Instructions to follow:
Start your answer with the line containing "Write the network" and end it with the last line of the records below, retyping every line between exactly and adding nothing.

[Collected data]
--------

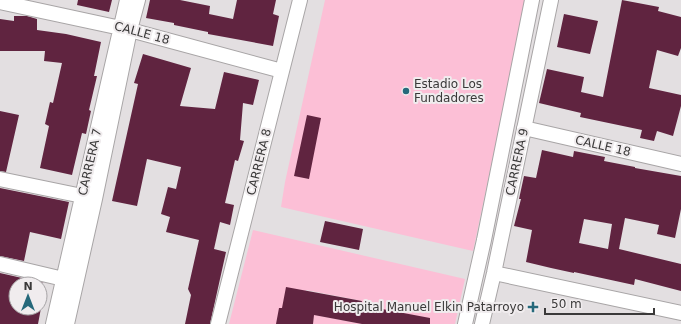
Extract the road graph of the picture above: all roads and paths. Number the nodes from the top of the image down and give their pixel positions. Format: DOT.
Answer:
graph roads {
  1 [pos="127,0"];
  2 [pos="138,0"];
  3 [pos="300,0"];
  4 [pos="532,0"];
  5 [pos="551,0"];
  6 [pos="0,2"];
  7 [pos="125,28"];
  8 [pos="282,71"];
  9 [pos="524,128"];
  10 [pos="681,164"];
  11 [pos="0,178"];
  12 [pos="89,197"];
  13 [pos="0,264"];
  14 [pos="494,273"];
  15 [pos="69,281"];
  16 [pos="681,313"];
  17 [pos="53,324"];
  18 [pos="67,324"];
  19 [pos="218,324"];
  20 [pos="465,324"];
  21 [pos="482,324"];
  1 -- 7 [label="street, CARRERA 7"];
  2 -- 7 [label="street, CARRERA 7"];
  3 -- 8 [label="street, CARRERA 8"];
  4 -- 20 [label="street, CARRERA 9"];
  5 -- 9 [label="street, CARRERA 9"];
  6 -- 7 [label="street, CALLE 18"];
  7 -- 8 [label="street, CALLE 18"];
  7 -- 12 [label="street, CARRERA 7"];
  8 -- 19 [label="street, CARRERA 8"];
  9 -- 10 [label="street, CALLE 18"];
  9 -- 14 [label="street, CARRERA 9"];
  11 -- 12 [label="street"];
  12 -- 15 [label="street, CARRERA 7"];
  13 -- 15 [label="street"];
  14 -- 16 [label="street"];
  14 -- 21 [label="street, CARRERA 9"];
  15 -- 17 [label="street, CARRERA 7"];
  15 -- 18 [label="street, CARRERA 7"];
}
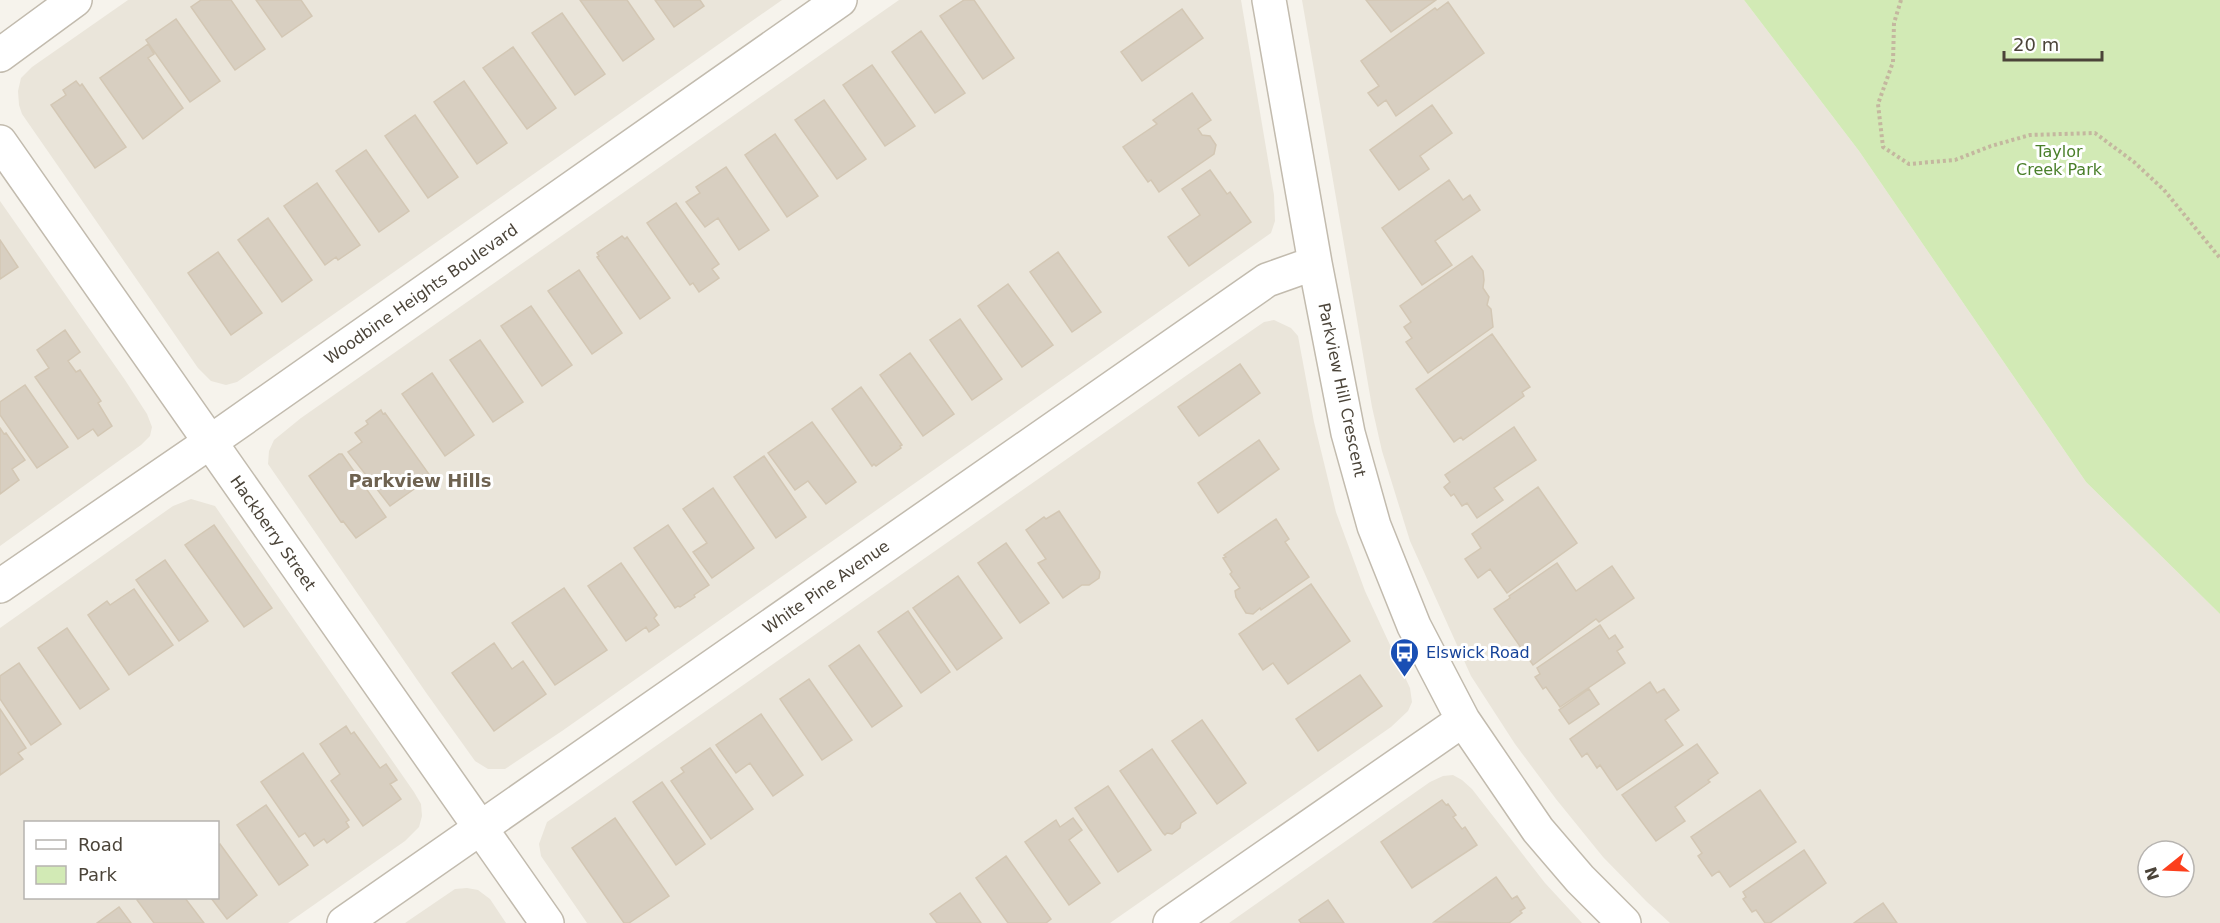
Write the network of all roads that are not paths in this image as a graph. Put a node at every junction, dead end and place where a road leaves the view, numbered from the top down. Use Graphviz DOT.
graph roads {
  1 [pos="75,0"];
  2 [pos="840,0"];
  3 [pos="1269,0"];
  4 [pos="0,55"];
  5 [pos="0,142"];
  6 [pos="1315,263"];
  7 [pos="210,442"];
  8 [pos="0,586"];
  9 [pos="1462,720"];
  10 [pos="480,828"];
  11 [pos="344,923"];
  12 [pos="547,923"];
  13 [pos="1170,923"];
  14 [pos="1623,923"];
  1 -- 4 [label="street"];
  2 -- 7 [label="street, Woodbine Heights Boulevard"];
  3 -- 6 [label="street, Parkview Hill Crescent"];
  5 -- 7 [label="street, Hackberry Street"];
  6 -- 9 [label="street, Parkview Hill Crescent"];
  6 -- 10 [label="street, White Pine Avenue"];
  7 -- 8 [label="street, Woodbine Heights Boulevard"];
  7 -- 10 [label="street, Hackberry Street"];
  9 -- 13 [label="street"];
  9 -- 14 [label="street, Parkview Hill Crescent"];
  10 -- 11 [label="street, White Pine Avenue"];
  10 -- 12 [label="street, Hackberry Street"];
}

--------

Solution to this exercise:
Write the network of all roads that are not paths in this image as a graph. Put a node at every junction, dead end and place where a road leaves the view, numbered from the top down. Use Graphviz DOT.
graph roads {
  1 [pos="75,0"];
  2 [pos="840,0"];
  3 [pos="1269,0"];
  4 [pos="0,55"];
  5 [pos="0,142"];
  6 [pos="1315,263"];
  7 [pos="210,442"];
  8 [pos="0,586"];
  9 [pos="1462,720"];
  10 [pos="480,828"];
  11 [pos="344,923"];
  12 [pos="547,923"];
  13 [pos="1170,923"];
  14 [pos="1623,923"];
  1 -- 4 [label="street"];
  2 -- 7 [label="street, Woodbine Heights Boulevard"];
  3 -- 6 [label="street, Parkview Hill Crescent"];
  5 -- 7 [label="street, Hackberry Street"];
  6 -- 9 [label="street, Parkview Hill Crescent"];
  6 -- 10 [label="street, White Pine Avenue"];
  7 -- 8 [label="street, Woodbine Heights Boulevard"];
  7 -- 10 [label="street, Hackberry Street"];
  9 -- 13 [label="street"];
  9 -- 14 [label="street, Parkview Hill Crescent"];
  10 -- 11 [label="street, White Pine Avenue"];
  10 -- 12 [label="street, Hackberry Street"];
}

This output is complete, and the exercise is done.